Wells Fargo managing director Chenyue Mao has returned to the United States after being barred from leaving China for several months, following negotiations between U.S. and Chinese officials, according to people familiar with the matter. Mao, who leads the bank's international factoring business, was prevented from departing due to her involvement in a criminal case, China's Foreign Ministry said in July.

Mao, a Shanghai-born U.S. citizen based in Atlanta, was visiting China for business when the travel restriction was imposed earlier this year. She was required to cooperate with Chinese authorities as part of an ongoing investigation, according to Chinese officials. The precise nature of the case remains unclear.

Her release comes amid a sensitive moment in U.S.-China relations, as the two countries also finalize a deal to transfer TikTok's U.S. operations to American investors. It was not immediately clear whether Mao's case was raised during the Madrid negotiations that helped cement the TikTok agreement.

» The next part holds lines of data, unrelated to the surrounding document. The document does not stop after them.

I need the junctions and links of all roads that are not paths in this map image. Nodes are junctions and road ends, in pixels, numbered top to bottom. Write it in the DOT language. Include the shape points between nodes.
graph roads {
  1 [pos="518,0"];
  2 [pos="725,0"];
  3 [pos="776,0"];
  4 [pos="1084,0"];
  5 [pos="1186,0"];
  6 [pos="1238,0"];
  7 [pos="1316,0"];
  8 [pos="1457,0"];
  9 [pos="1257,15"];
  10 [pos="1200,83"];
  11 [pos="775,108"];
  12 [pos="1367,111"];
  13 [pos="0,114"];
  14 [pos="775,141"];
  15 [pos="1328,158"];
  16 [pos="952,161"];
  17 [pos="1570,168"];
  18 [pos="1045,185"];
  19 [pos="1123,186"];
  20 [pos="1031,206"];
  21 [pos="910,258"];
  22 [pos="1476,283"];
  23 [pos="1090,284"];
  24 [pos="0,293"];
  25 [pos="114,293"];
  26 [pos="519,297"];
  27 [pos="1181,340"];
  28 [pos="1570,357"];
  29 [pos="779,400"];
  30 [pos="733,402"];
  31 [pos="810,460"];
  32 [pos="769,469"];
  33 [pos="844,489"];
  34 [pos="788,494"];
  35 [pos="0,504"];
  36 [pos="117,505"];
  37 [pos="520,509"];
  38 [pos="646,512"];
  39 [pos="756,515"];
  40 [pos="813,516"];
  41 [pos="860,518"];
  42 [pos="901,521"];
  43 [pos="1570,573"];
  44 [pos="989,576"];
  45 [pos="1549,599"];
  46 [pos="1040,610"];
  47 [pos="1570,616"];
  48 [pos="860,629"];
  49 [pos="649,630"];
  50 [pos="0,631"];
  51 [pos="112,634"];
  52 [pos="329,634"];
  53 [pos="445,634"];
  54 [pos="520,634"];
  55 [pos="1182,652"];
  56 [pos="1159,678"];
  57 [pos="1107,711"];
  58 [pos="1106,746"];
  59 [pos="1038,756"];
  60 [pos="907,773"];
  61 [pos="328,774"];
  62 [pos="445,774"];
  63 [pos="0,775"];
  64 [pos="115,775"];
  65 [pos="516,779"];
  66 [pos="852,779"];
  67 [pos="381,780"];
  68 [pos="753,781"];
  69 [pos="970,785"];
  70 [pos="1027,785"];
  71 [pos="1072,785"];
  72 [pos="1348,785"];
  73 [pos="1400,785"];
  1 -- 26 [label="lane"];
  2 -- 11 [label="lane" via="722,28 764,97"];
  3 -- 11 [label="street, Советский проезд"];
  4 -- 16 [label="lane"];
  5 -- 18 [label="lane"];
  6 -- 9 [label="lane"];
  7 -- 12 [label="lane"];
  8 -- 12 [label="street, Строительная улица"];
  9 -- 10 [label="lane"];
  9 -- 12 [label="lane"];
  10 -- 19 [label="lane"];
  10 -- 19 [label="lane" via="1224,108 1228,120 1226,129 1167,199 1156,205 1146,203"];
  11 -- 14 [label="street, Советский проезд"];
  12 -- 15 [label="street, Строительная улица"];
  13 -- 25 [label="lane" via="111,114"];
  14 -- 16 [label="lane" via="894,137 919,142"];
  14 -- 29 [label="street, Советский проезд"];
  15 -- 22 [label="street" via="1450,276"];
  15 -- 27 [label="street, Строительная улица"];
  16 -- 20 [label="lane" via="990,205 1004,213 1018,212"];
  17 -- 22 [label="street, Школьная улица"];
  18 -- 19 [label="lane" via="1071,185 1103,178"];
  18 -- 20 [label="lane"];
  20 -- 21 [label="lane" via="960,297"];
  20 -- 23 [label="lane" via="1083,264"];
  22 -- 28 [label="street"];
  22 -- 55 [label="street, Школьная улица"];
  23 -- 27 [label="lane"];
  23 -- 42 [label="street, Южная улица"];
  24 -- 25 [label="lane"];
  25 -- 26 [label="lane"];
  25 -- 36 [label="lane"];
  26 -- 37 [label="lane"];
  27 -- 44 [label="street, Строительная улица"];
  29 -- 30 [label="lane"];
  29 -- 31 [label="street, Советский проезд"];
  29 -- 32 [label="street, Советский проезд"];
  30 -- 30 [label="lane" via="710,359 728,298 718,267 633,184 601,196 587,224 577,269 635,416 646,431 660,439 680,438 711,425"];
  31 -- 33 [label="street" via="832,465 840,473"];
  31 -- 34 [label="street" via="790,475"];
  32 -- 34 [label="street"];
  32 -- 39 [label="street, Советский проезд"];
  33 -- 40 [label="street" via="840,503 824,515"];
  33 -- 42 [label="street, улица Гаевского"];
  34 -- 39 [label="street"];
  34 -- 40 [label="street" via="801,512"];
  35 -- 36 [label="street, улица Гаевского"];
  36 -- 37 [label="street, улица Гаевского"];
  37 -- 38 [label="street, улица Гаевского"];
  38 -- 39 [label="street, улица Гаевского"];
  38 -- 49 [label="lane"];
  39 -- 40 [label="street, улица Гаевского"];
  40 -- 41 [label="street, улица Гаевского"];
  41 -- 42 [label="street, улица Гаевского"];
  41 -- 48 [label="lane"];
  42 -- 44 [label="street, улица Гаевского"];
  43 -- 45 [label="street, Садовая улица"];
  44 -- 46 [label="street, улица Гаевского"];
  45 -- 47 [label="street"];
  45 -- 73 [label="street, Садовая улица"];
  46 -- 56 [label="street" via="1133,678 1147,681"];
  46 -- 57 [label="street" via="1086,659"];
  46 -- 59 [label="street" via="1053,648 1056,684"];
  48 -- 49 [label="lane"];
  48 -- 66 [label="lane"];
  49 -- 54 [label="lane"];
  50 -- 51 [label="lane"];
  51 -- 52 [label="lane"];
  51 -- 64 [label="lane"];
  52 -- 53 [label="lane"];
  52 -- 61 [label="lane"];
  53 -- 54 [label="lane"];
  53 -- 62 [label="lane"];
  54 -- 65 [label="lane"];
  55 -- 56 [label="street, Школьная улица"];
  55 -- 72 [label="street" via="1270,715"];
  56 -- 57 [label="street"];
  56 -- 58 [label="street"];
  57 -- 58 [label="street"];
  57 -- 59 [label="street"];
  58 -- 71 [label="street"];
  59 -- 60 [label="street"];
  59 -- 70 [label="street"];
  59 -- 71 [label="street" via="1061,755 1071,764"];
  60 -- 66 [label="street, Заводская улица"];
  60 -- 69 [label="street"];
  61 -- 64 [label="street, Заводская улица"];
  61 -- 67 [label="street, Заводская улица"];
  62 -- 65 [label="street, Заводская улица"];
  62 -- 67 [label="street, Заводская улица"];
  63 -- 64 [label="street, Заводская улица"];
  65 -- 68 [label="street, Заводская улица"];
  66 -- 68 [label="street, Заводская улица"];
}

Wells Fargo confirmed that Mao had returned to the United States but declined to offer additional comment. The bank maintains a relatively small presence in China compared with its Wall Street peers, employing around 63 staff between its Shanghai and Beijing branches. Business registration records show the bank operates those branches to offer loans, foreign exchange services and trade-related financing, but has not established a locally incorporated subsidiary as some competitors have.

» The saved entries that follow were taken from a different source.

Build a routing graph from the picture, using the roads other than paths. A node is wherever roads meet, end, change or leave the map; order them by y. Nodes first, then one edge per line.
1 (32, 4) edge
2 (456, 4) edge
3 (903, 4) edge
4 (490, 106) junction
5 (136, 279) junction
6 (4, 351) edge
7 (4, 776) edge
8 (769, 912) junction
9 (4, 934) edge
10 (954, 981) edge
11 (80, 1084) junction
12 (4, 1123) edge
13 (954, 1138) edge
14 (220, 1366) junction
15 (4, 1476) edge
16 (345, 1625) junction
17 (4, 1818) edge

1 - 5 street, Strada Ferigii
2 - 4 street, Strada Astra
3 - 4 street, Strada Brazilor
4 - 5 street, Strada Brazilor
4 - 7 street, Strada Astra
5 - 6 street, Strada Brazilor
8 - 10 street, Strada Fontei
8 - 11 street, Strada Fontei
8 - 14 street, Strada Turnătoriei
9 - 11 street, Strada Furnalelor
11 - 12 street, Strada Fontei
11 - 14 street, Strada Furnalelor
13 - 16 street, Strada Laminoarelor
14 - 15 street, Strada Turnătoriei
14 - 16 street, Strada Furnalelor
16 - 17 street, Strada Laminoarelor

Mao has been with Wells Fargo since 2012 and was recently elected chairwoman of FCI, a global trade financing association. She has guided the bank's import-factoring flows to more than €2.6 billion ($3.02 billion) annually, according to an FCI release.

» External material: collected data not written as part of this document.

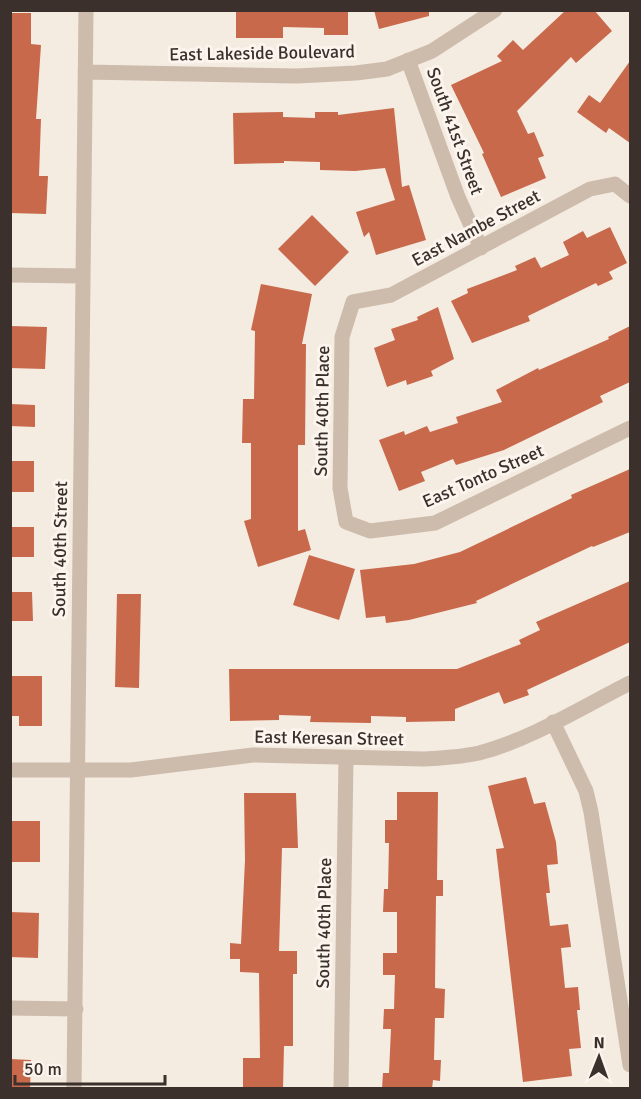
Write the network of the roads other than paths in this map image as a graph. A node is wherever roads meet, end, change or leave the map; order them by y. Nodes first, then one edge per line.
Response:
1 (86, 10) edge
2 (495, 10) edge
3 (408, 60) junction
4 (85, 72) junction
5 (630, 196) edge
6 (481, 248) junction
7 (10, 275) edge
8 (83, 276) junction
9 (353, 302) joint
10 (630, 428) edge
11 (346, 522) joint
12 (630, 683) edge
13 (553, 722) junction
14 (346, 758) junction
15 (10, 770) edge
16 (77, 771) junction
17 (10, 1008) edge
18 (76, 1009) junction
19 (630, 1065) edge
20 (74, 1089) edge
21 (341, 1089) edge

1 - 4 street, South 40th Street
2 - 3 street, East Lakeside Boulevard
3 - 4 street, East Lakeside Boulevard
3 - 6 street, South 41st Street
4 - 8 street, South 40th Street
5 - 6 street, East Nambe Street
6 - 9 street, East Nambe Street
7 - 8 street
8 - 16 street, South 40th Street
9 - 11 street, South 40th Place
10 - 11 street, East Tonto Street
12 - 13 street, East Keresan Street
13 - 14 street, East Keresan Street
13 - 19 street
14 - 16 street, East Keresan Street
14 - 21 street, South 40th Place
15 - 16 street, East Keresan Street
16 - 18 street, South 40th Street
17 - 18 street
18 - 20 street, South 40th Street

Factoring - a niche financing method in which companies sell receivables for immediate cash - has become an increasingly important tool for small and medium-sized enterprises seeking working capital. Mao's detention raised concerns among multinational clients about the risks of traveling to China for cross-border finance work.

Exit bans have become a frequent flashpoint between foreign businesses and Beijing. Human rights groups say such bans are sometimes used as leverage in civil disputes or to pressure companies in sensitive cases. In recent years, employees of U.S. and European firms have been blocked from leaving China, including staff of the New York-based Mintz Group and Nomura banker Charles Wang Zhonghe.

Wells Fargo continues to operate two Asia-Pacific hubs in Hong Kong and Singapore and maintains regional offices in Tokyo, Taipei and Seoul. Its Hong Kong branch reported HK$42 million ($5.35 million) in after-tax profit in 2024, down 22% from the prior year.